Falling in love with this place is not hard to do. Whakarewarewa Redwood Forest is a place that I have not visited too often. I knew it was there, but of the many times in Rotorua, it had been, what I call off a faulty GPS, the forest is now permanently on the GPS, as a favourite and will often be visited in the future.
Whakarewarewa Redwood Forest walks galore!
My tour group love to walk and needed to walk off their breakfast, so this was the place of most interest close by; so, the entourage requested we drive to the Redwoods Visitor Centre and I-Site carpark. Six different walks start here, all which have different classifications, like:
- Short walks of half-an-hour to an hour on the Redwood Memorial Grove track (2kms) or Waitawa Walk (3.4kms)
- Extended walking trails that vary in time to complete of up-to-a-day
- Tramping tracks
- Dual purpose tracks; where walkers and mountain bikers are in the same area
There is also a fascinating 553-metre treetop walk. A walk where you can look up to the sky, to the strong Californian Coastal Redwoods towering above, or down to the flora and fauna that covers the ground beneath as you traverse the 23 suspension bridges connected to the 22 Redwood trees.
The forest has a refreshing airiness about it, you know people are about, because the car park is full, and muffled voice sounds in the distance, but there is also a great loneliness within the forest due to its expanse. The smell of the air is fresh and clean, with a hint of undergrowth decay from the ground.

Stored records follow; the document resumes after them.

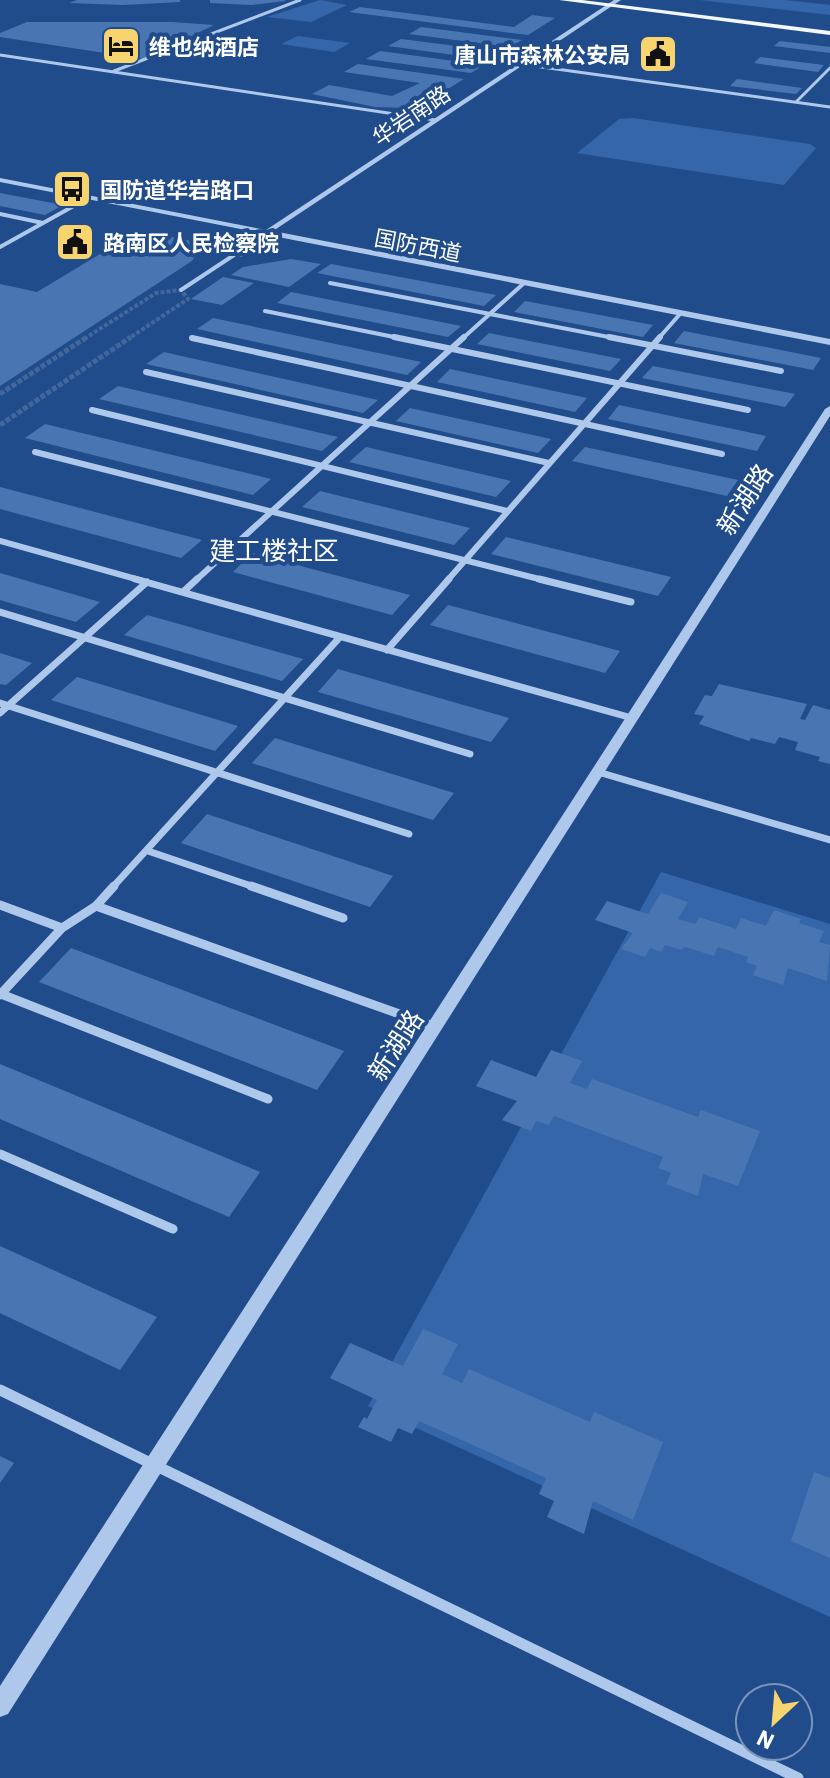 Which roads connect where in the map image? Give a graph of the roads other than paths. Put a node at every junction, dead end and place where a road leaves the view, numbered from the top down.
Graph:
1 (300, 0) edge
2 (563, 0) edge
3 (618, 0) edge
4 (609, 6) junction
5 (830, 26) edge
6 (830, 33) edge
7 (0, 55) edge
8 (520, 64) junction
9 (830, 68) edge
10 (110, 73) junction
11 (796, 102) junction
12 (830, 107) edge
13 (435, 120) junction
14 (0, 180) edge
15 (88, 198) junction
16 (0, 214) edge
17 (44, 223) junction
18 (264, 234) junction
19 (254, 241) dead end
20 (0, 247) edge
21 (330, 283) dead end
22 (523, 284) junction
23 (181, 290) dead end
24 (265, 311) dead end
25 (488, 314) junction
26 (680, 314) junction
27 (192, 338) dead end
28 (830, 342) edge
29 (651, 346) junction
30 (451, 349) junction
31 (781, 371) dead end
32 (146, 372) dead end
33 (618, 384) junction
34 (411, 386) junction
35 (830, 409) edge
36 (92, 410) dead end
37 (748, 410) dead end
38 (370, 423) junction
39 (584, 423) junction
40 (35, 452) dead end
41 (722, 454) dead end
42 (549, 463) junction
43 (322, 466) junction
44 (507, 511) junction
45 (272, 512) junction
46 (0, 541) edge
47 (465, 560) junction
48 (147, 582) junction
49 (183, 592) junction
50 (631, 602) dead end
51 (0, 612) edge
52 (340, 637) junction
53 (85, 638) junction
54 (387, 650) junction
55 (285, 697) junction
56 (4, 704) edge
57 (0, 713) edge
58 (632, 718) junction
59 (470, 754) dead end
60 (598, 772) junction
61 (219, 773) junction
62 (409, 834) dead end
63 (830, 840) edge
64 (148, 851) junction
65 (0, 905) edge
66 (96, 906) junction
67 (343, 918) dead end
68 (62, 928) junction
69 (0, 994) edge
70 (436, 1027) junction
71 (268, 1099) dead end
72 (0, 1154) edge
73 (173, 1229) dead end
74 (0, 1390) edge
75 (152, 1466) junction
76 (0, 1706) edge
77 (798, 1778) edge

1 - 10 street
2 - 4 main road
3 - 4 street, 华岩南路
3 - 5 main road
4 - 6 main road
4 - 8 street, 华岩南路
7 - 10 street
8 - 11 street
8 - 13 street, 华岩南路
9 - 11 street
10 - 13 street
11 - 12 street
13 - 18 street, 华岩南路
14 - 15 street, 国防西道
15 - 17 street
15 - 18 street, 国防西道
16 - 17 street
17 - 20 street
18 - 22 street, 国防西道
19 - 23 street
21 - 25 street
22 - 25 street
22 - 26 street, 国防西道
24 - 30 street
25 - 29 street
25 - 30 street
26 - 28 street, 国防西道
26 - 29 street
27 - 34 street
29 - 31 street
29 - 33 street
30 - 33 street
30 - 34 street
32 - 38 street
33 - 37 street
33 - 39 street
34 - 38 street
34 - 39 street
35 - 58 street, 新湖路
36 - 43 street
38 - 42 street
38 - 43 street
39 - 41 street
39 - 42 street
40 - 45 street
42 - 44 street
43 - 44 street
43 - 45 street
44 - 47 street
45 - 47 street
45 - 49 street
46 - 48 street
47 - 50 street
47 - 54 street
48 - 49 street
48 - 53 street
49 - 52 street
51 - 53 street
52 - 54 street
52 - 55 street
53 - 55 street
53 - 56 street
54 - 58 street
55 - 59 street
55 - 61 street
56 - 57 street
56 - 61 street
58 - 60 street, 新湖路
60 - 63 street
60 - 70 street, 新湖路
61 - 62 street
61 - 64 street
64 - 66 street
64 - 67 street
65 - 68 street
66 - 68 street
66 - 70 street
68 - 69 street
69 - 71 street
70 - 75 street, 新湖路
72 - 73 street
74 - 75 street
75 - 76 street, 新湖路
75 - 77 street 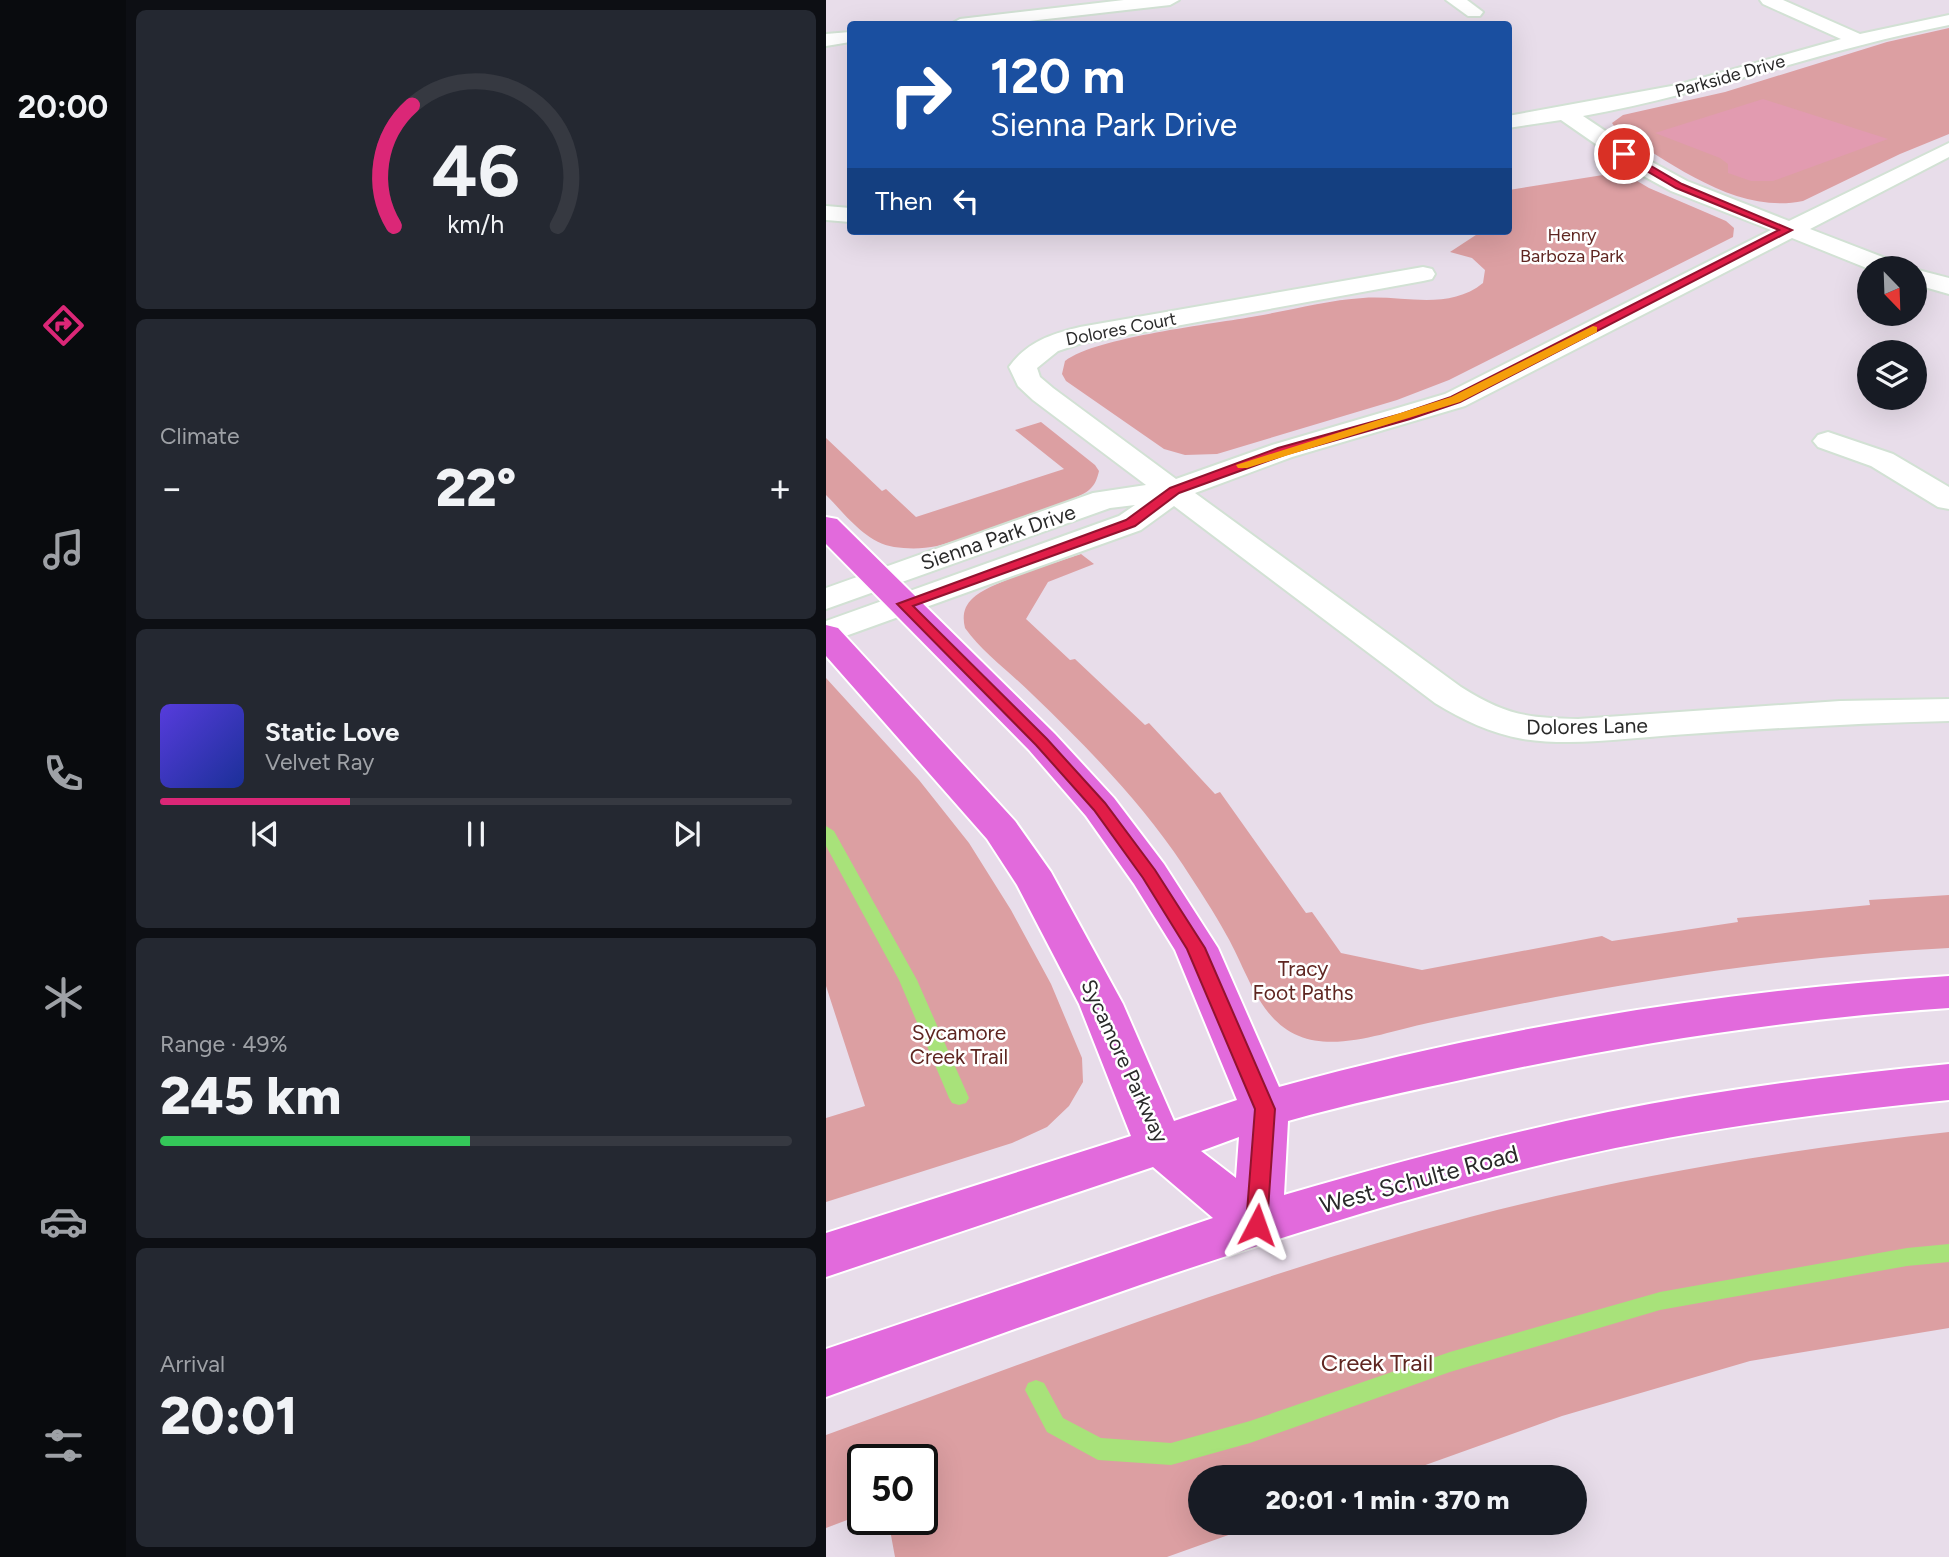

The mighty Redwoods provide a canopy to shelter and shade the variety of ferns, shrubs, flowers, and fungi. Nature’s greens and browns everywhere, the browns of the dominant Redwood tree trucks and the dead vegetation that’s scattered on the ground, the greens of the ferns and plants all intermingled with each other, all fighting for space on the ground floor. Ferns being the most dominant groundcover, they are everywhere. New Zealand has over 200 different types of ferns, with the Kiokio or Palm-Leaf fern being the most common ground fern within the Whakarewarewa Redwood Forest. A place to visit, a place to enjoy, a place for everyone.